I was at the science project presentations at the San Pablo City Science High School earlier. It's my first time to sit at a judge's panel for project defenses; the only other time I had been in one was during students' research proposal presentations... the same students who had their project defenses yesterday.
As the students went through their slideshows, I listed 10 ways to get through the defense based on how the students performed (in the hopes that this list could help someone someday).
- The rules of graphic design apply to scientific presentations. Read: use pictures as much as possible; avoid long sentences and paragraphs; present statements as bullet lists; and the list goes on.
- Don't start a presentation with "The problem of our project is...". This tip I've heard previously from Nelzo (when he presented his research during a seminar).
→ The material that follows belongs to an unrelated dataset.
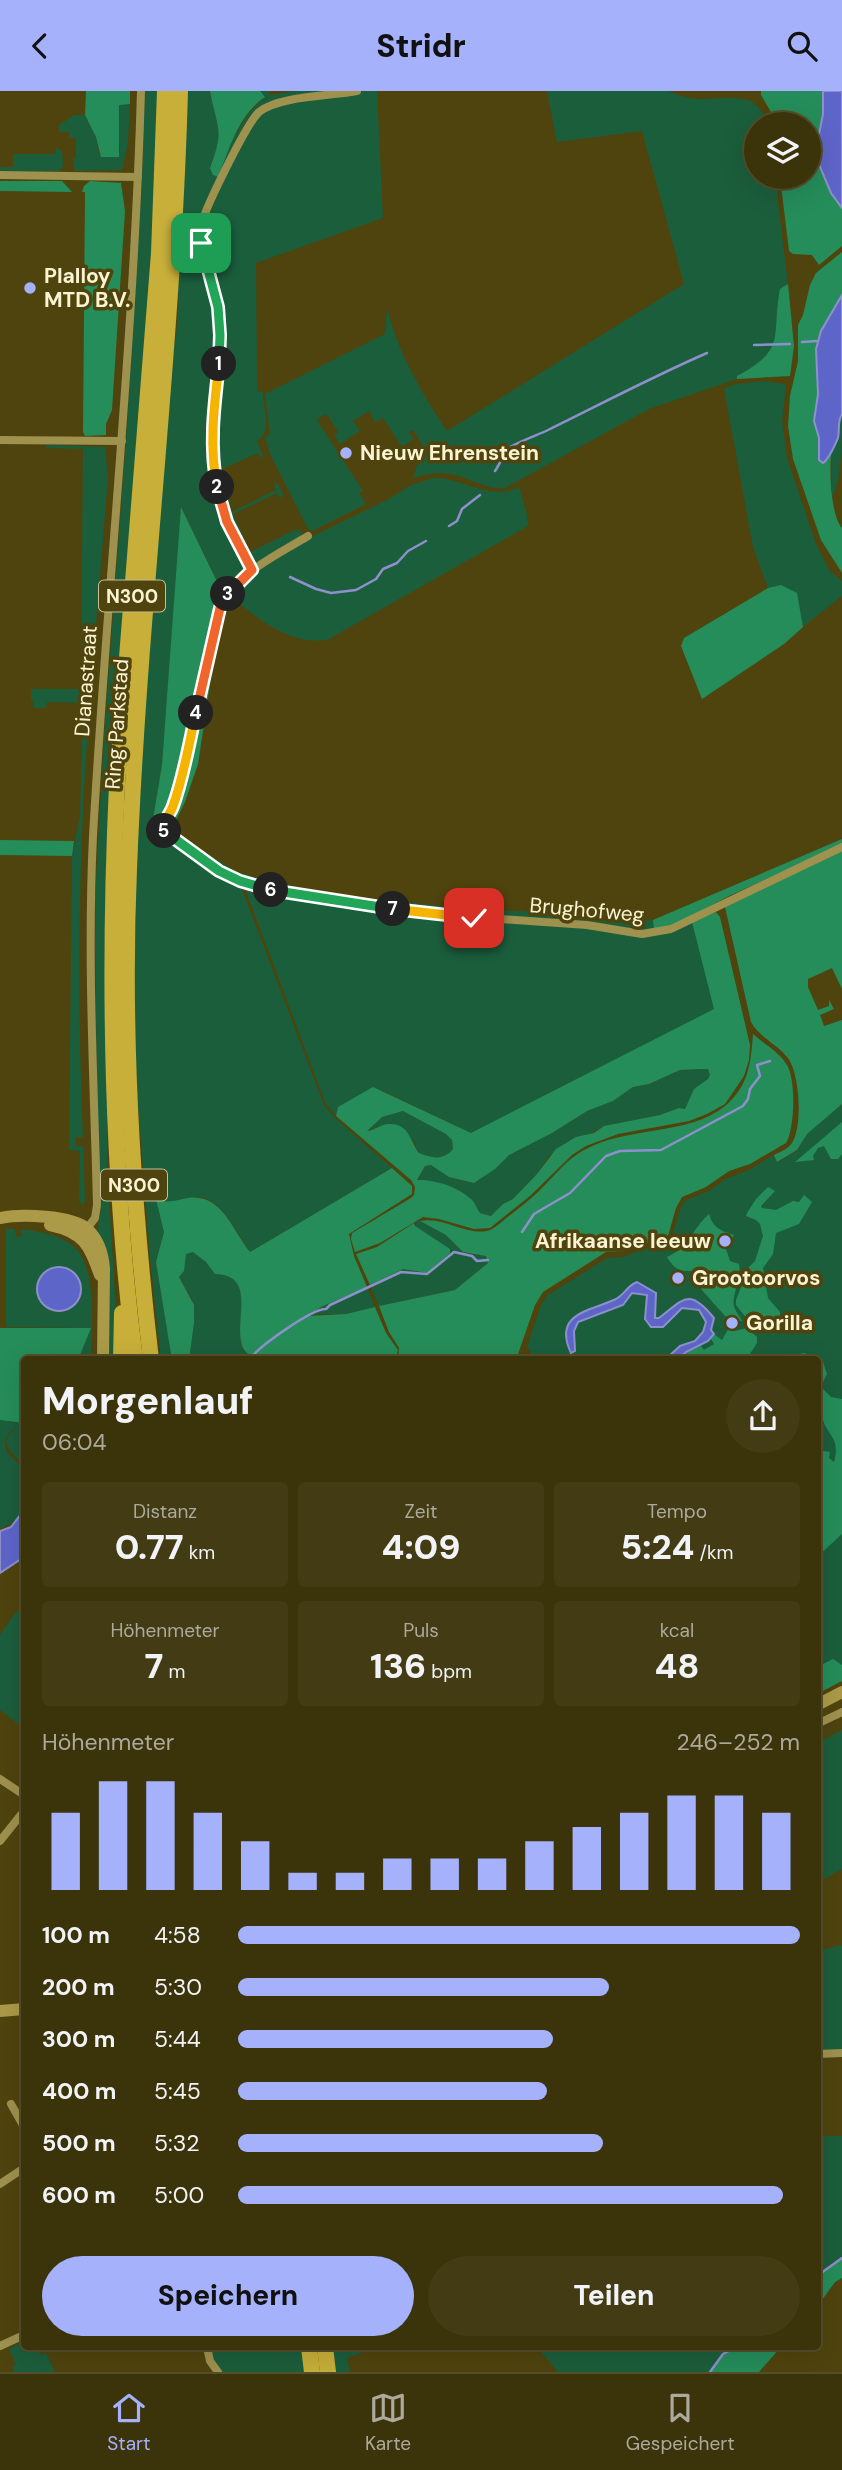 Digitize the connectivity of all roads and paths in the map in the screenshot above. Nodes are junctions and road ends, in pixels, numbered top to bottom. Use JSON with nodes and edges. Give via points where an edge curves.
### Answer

- Pace yourself during the presentation and during the question/answer portion.
- Remember this: you know a lot more about the paper than the panelist. So don't be afraid of the big bad questioner.
- There's nothing wrong with admitting that you don't know the answer.
- There's also nothing wrong with correcting the panelist if he/she misunderstood your point.
- You are selling an idea (that you're project is a good one). So be prepared to answer questions about the significance of the study or the practical applications of your results.
- Never contradict yourself during your presentation. Otherwise, your panelists will sink their teeth into the inconsistencies.
- Embrace results that show no statistically significant difference.
- Practice. Practice. Practice.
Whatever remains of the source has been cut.